Shareholders criticize AMC’s $1.1 billion agreement to buy Carmike Cinemas
It’s been a mere four weeks since Carmike Cinemas made the seemingly sudden announcement that it was being bought by AMC Entertainment Holdings in a deal valued at $1.1 billion.
Columbus-based Carmike and Kansas City-based AMC said March 3 that they hope to complete the purchase before the end of this year, the kicker being approval by federal regulators and owners of Carmike’s common stock shares. It’s that last hurdle that is already generating an irritating rub in the process.
The deal calls for AMC to buy all of the outstanding Carmike shares for $30 apiece in cash, which was a premium of nearly $5 each above the closing price of the Columbus theater chain’s stock on March 3. Shares ended that day at $25.11.

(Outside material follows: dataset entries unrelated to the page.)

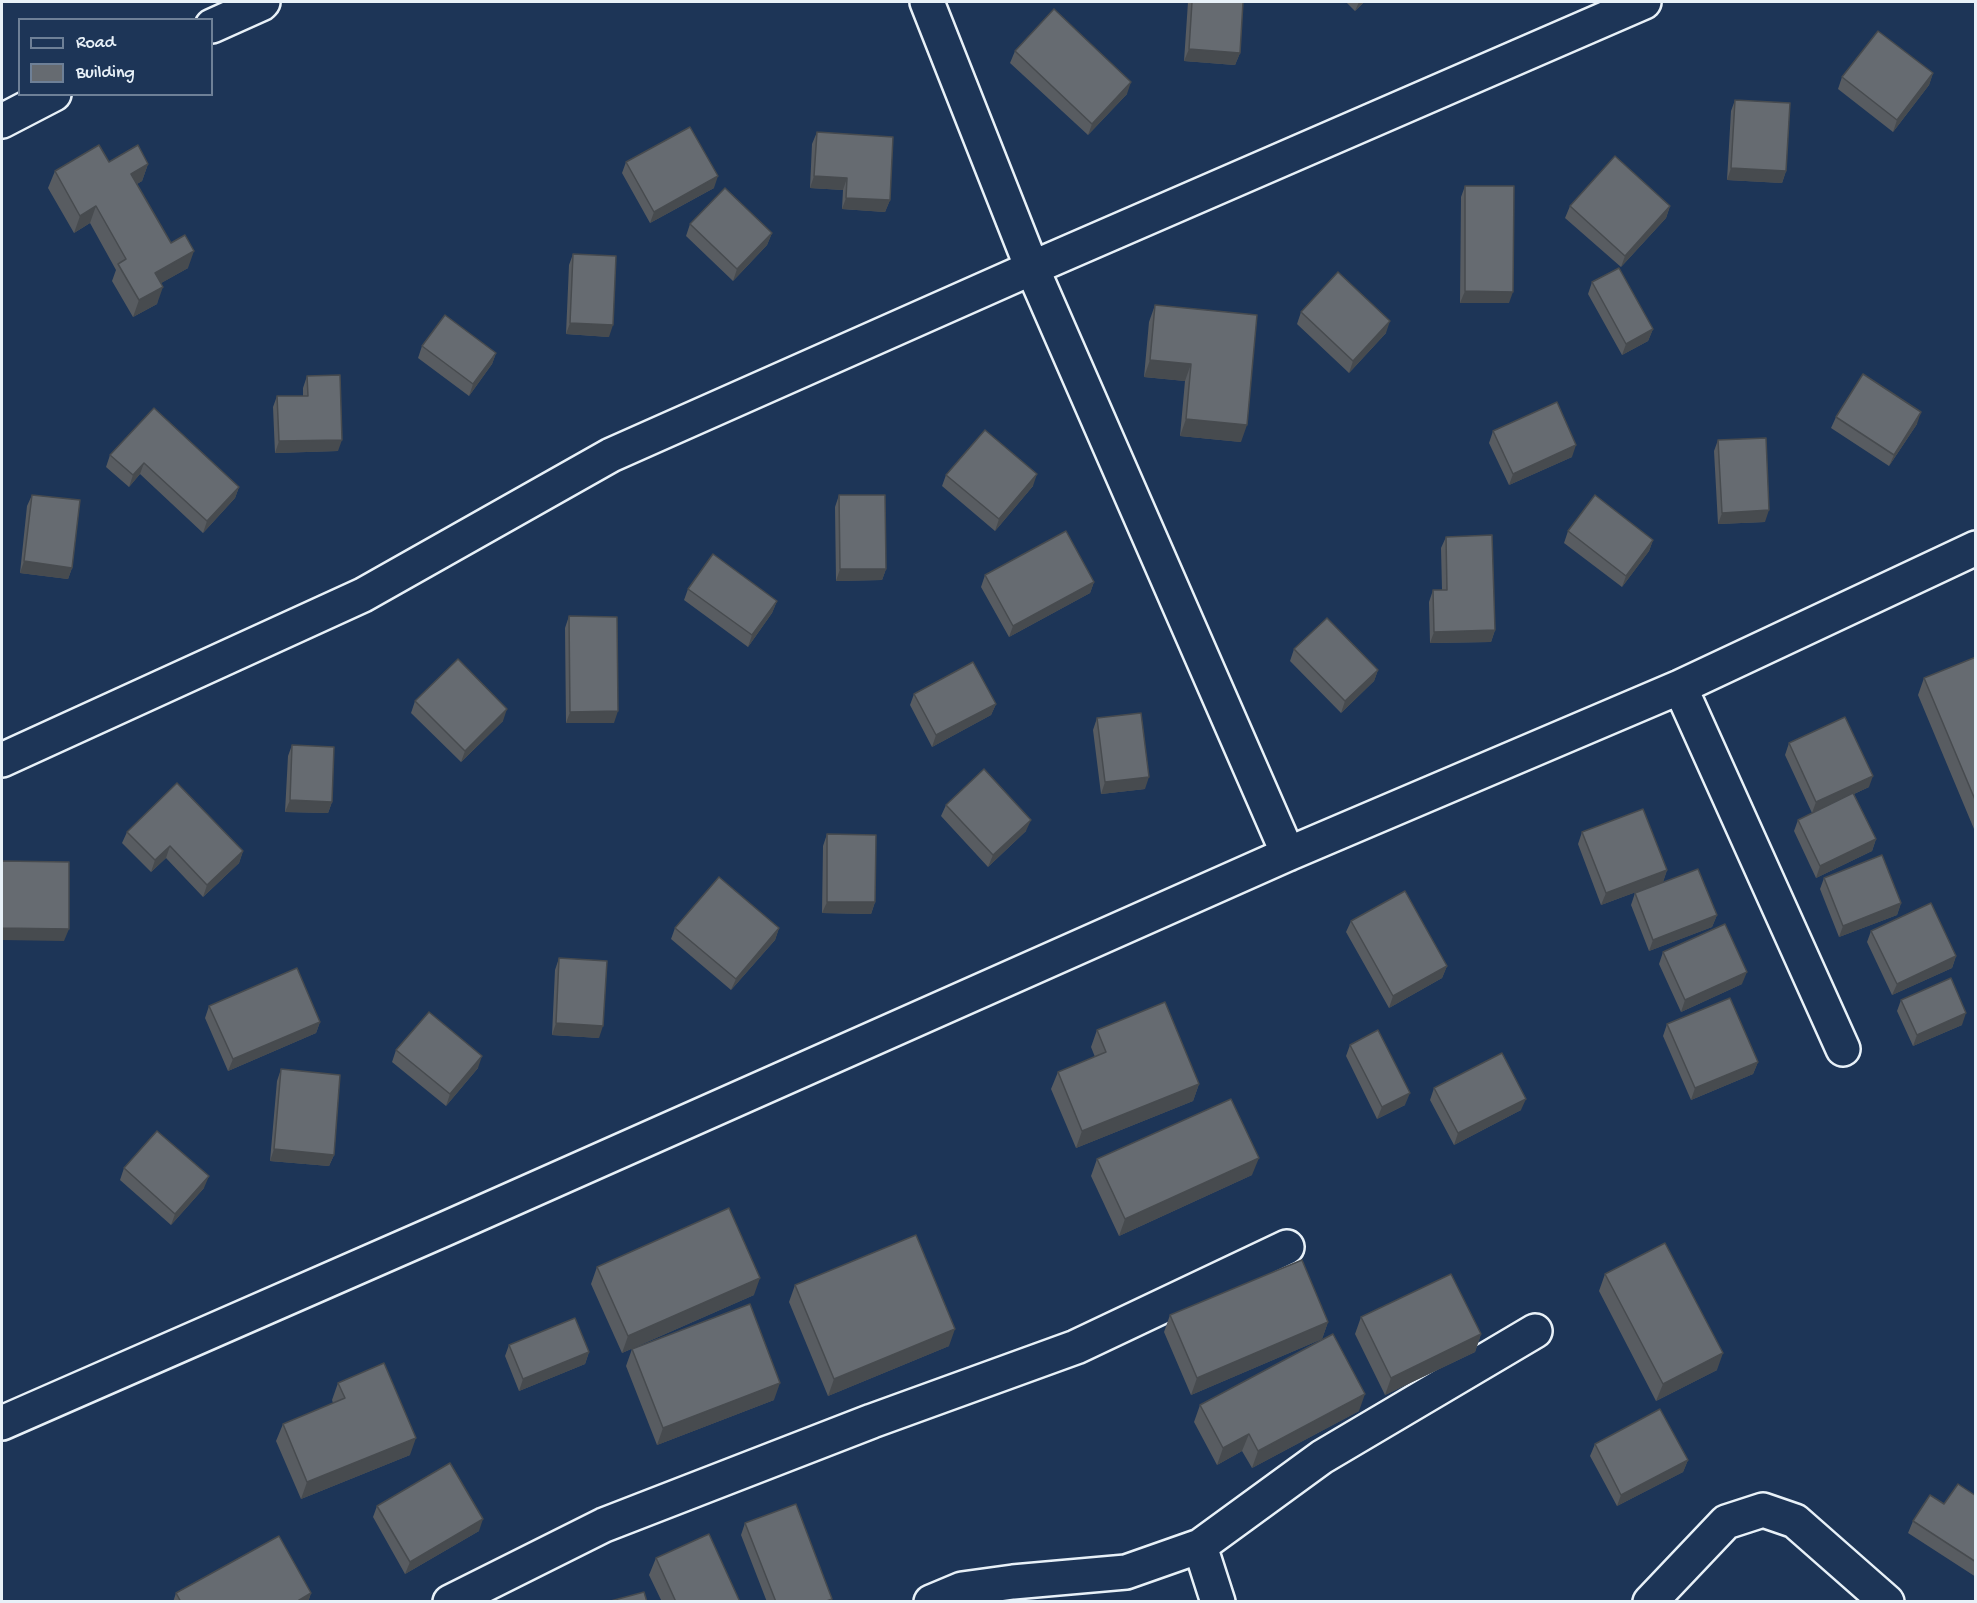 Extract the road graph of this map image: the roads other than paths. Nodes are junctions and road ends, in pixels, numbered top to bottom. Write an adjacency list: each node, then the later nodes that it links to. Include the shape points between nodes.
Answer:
1 (262, 2): 4 (street)
2 (927, 2): 7 (street)
3 (1644, 2): 7 (street)
4 (213, 26)
5 (50, 96): 6 (street)
6 (2, 121)
7 (1032, 268): 10 (street, via 610,455 363,595); 11 (street)
8 (1976, 548): 9 (street)
9 (1680, 687): 11 (street); 12 (street)
10 (2, 760)
11 (1288, 854): 15 (street)
12 (1843, 1050)
13 (1287, 1247): 18 (street, via 1076,1347 604,1525)
14 (1535, 1331): 16 (street, via 1322,1457)
15 (2, 1423)
16 (1200, 1546): 17 (street, via 1126,1572); 20 (street)
17 (1024, 1592): 19 (street, via 962,1589)
18 (450, 1602)
19 (931, 1602)
20 (1218, 1602)
21 (1650, 1602): 22 (street, via 1726,1522 1763,1510 1795,1521)
22 (1887, 1602) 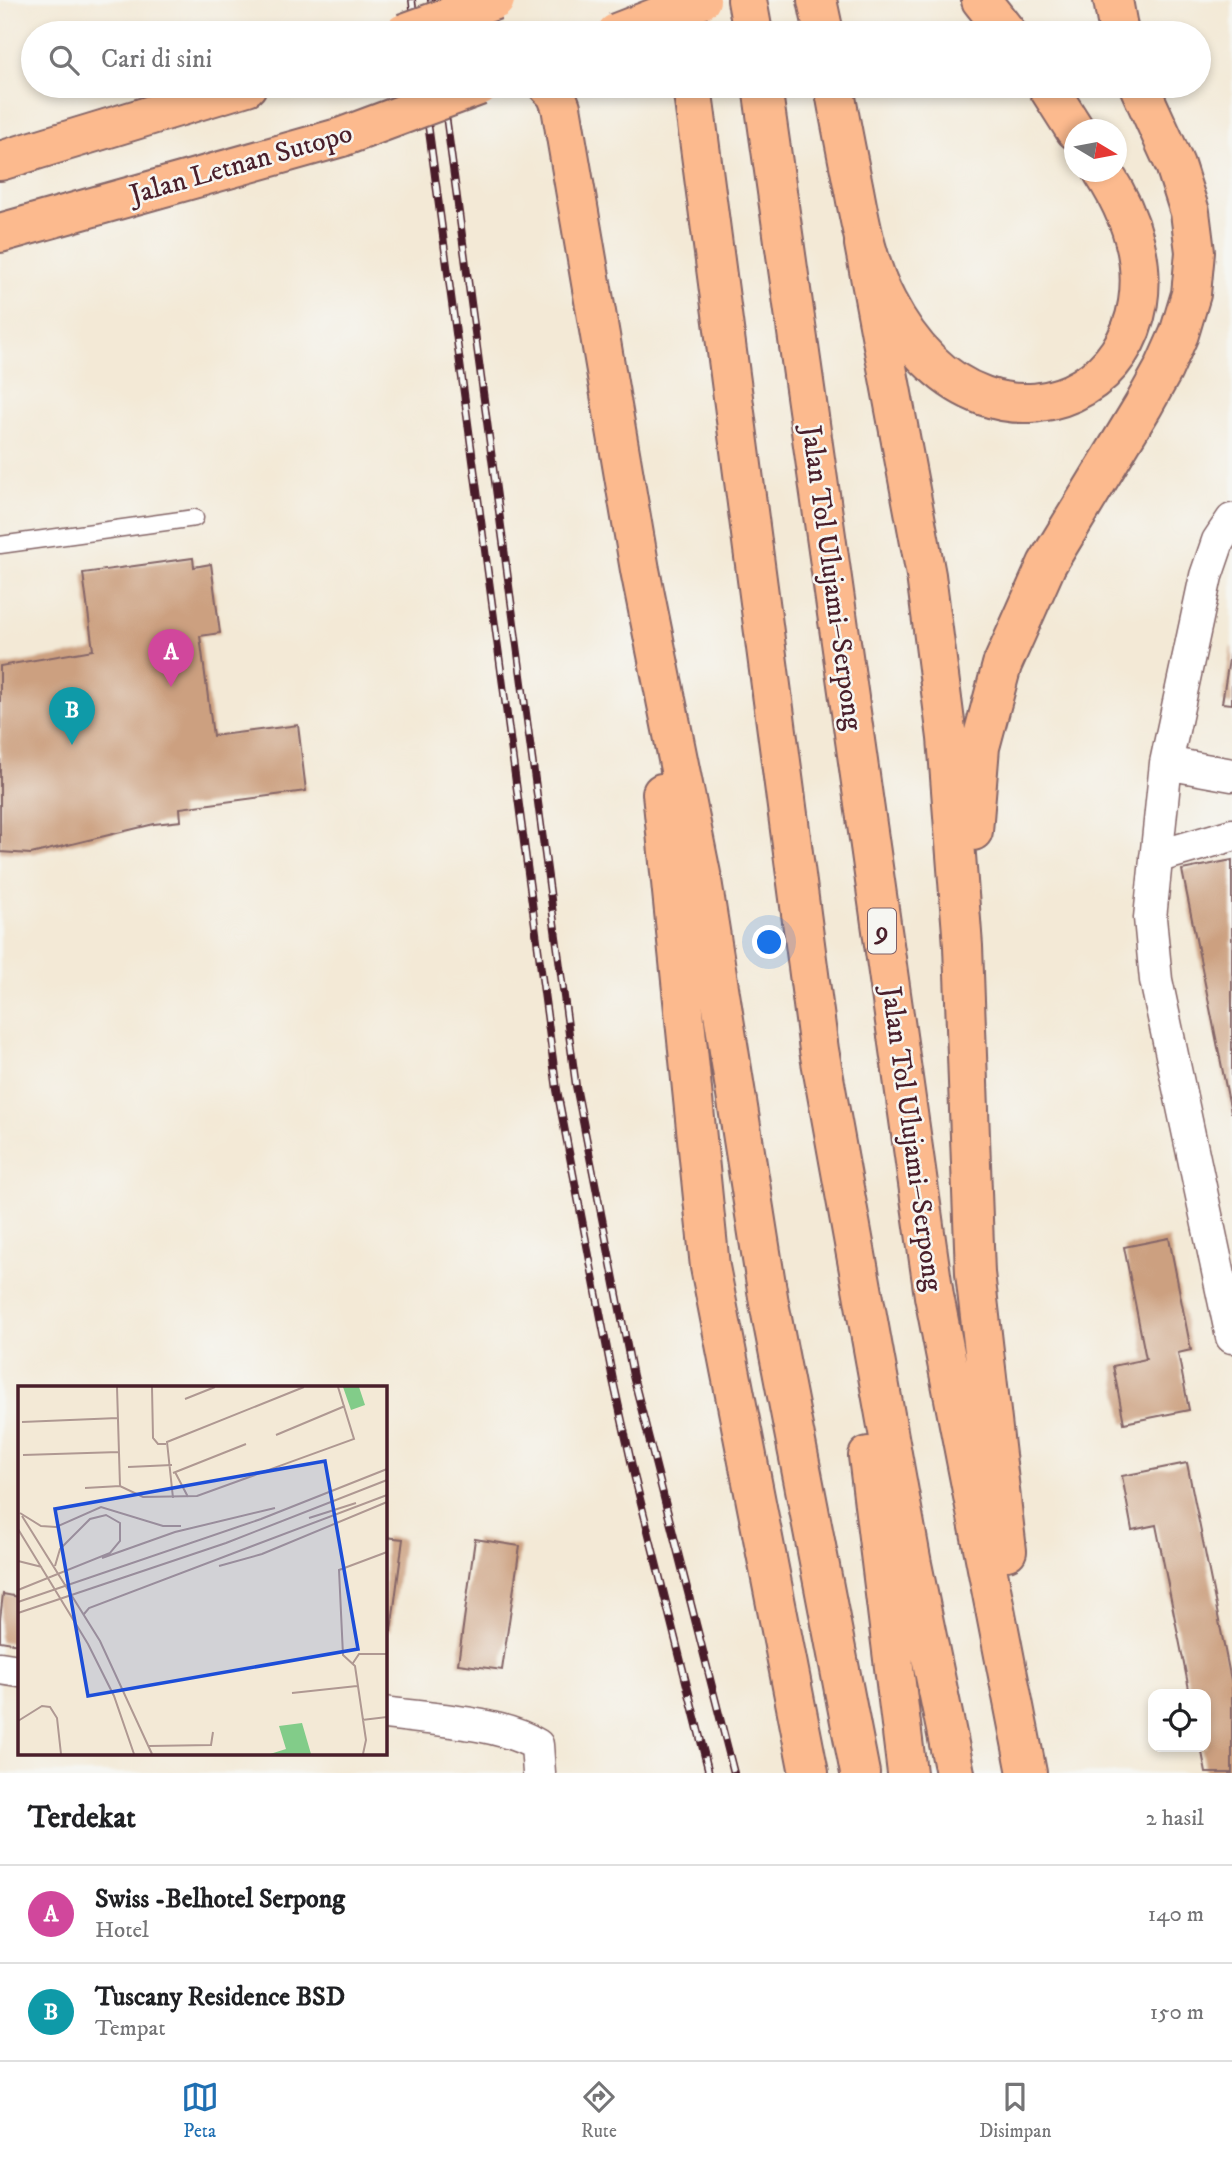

Since the companies went public with their plans, two of Carmike’s shareholders have come forward to publicly proclaim that they don’t think the agreement between the two motion picture exhibitors is good for those owning the outstanding shares. Carmike hasn’t yet released a date for shareholders to vote on the deal, although that could likely come when the firm holds its annual meeting of shareholders. That event took place last year in late May.
The shareholders voicing displeasure with the AMC-Carmike agreement as it stands are two investment firms, New York-based Mittleman Brothers and Chicago-based Driehaus Capital Management.
Mittleman was the first to criticize the buyout in a U.S. Securities and Exchange Commission filing, saying it began compiling Carmike shares in 2007 and owned more than 1.7 million shares as of March 4. Managing partner Chris Mittleman praised Carmike Cinemas President and Chief Executive Officer David Passman for turning around the onetime “chronically underperforming and run-down theater chain” in dramatic fashion.
However, he said in the SEC filing, that transformation of the company makes it much more valuable than what was offered by AMC and agreed to by Carmike’s board of directors, which has a fiduciary obligation to do what’s best for shareholders and the company as a whole. Mittleman, calling the $30-per-share “unacceptably low,” said a more reasonable price, based on the performance of both Carmike and its stock, is $40 per share.
“We intend to vote against, and to encourage other shareholders to vote against, the merger agreement,” Mittleman said bluntly.
Then last week, Driehaus Capital Management, which said it owns about 1.8 million Carmike shares, entered the fray with a much simpler and shorter statement, saying the pairing of the two theater firms gives AMC substantially more benefit than it is offering Carmike shareholders.
“Despite the logic of the transaction, the value it creates does not appear to be shared equitably,” the statement by Driehaus managers K.C Nelson and Matthew Schoenfeld said. “Namely, we believe that AMC’s $30 per share offer meaningfully undervalues Carmike Cinemas, which we estimate to be worth between $43.50 and $47.25 per share in this cash-out merger.”
On top of those stock owners openly objecting to the purchase, there has been the customary flurry of law firms across the country issuing exploratory press releases seeking out any shareholders who may not agree with the agreement made between AMC and Carmike. Such legal probing by attorneys typically occurs when companies and their boards of directors make critical decisions that impact the money shareholders put in their pockets.
For companies such as Carmike and its suitor, AMC, the landscape can become much more treacherous with lawyers attempting to root out potential disenfranchised plaintiffs. While AMC hasn’t commented thus far, Carmike has issued its own statement in support of the deal that would make AMC Entertainment Holdings the largest movie-theater operator in the world, ahead of Regal Entertainment Group.
“The Carmike board of directors unanimously determined that AMC’s offer is in the best interest of Carmike’s shareholders,” Carmike said in its statement. “The board made this determination after thoughtful consideration of the options available to the company, including the level of interest from other third parties and the value potential of Carmike’s standalone plan. Carmike did not receive any offers that provided greater value than AMC’s $30 per share offer. We look forward to talking more with Carmike shareholders about the board’s determination.”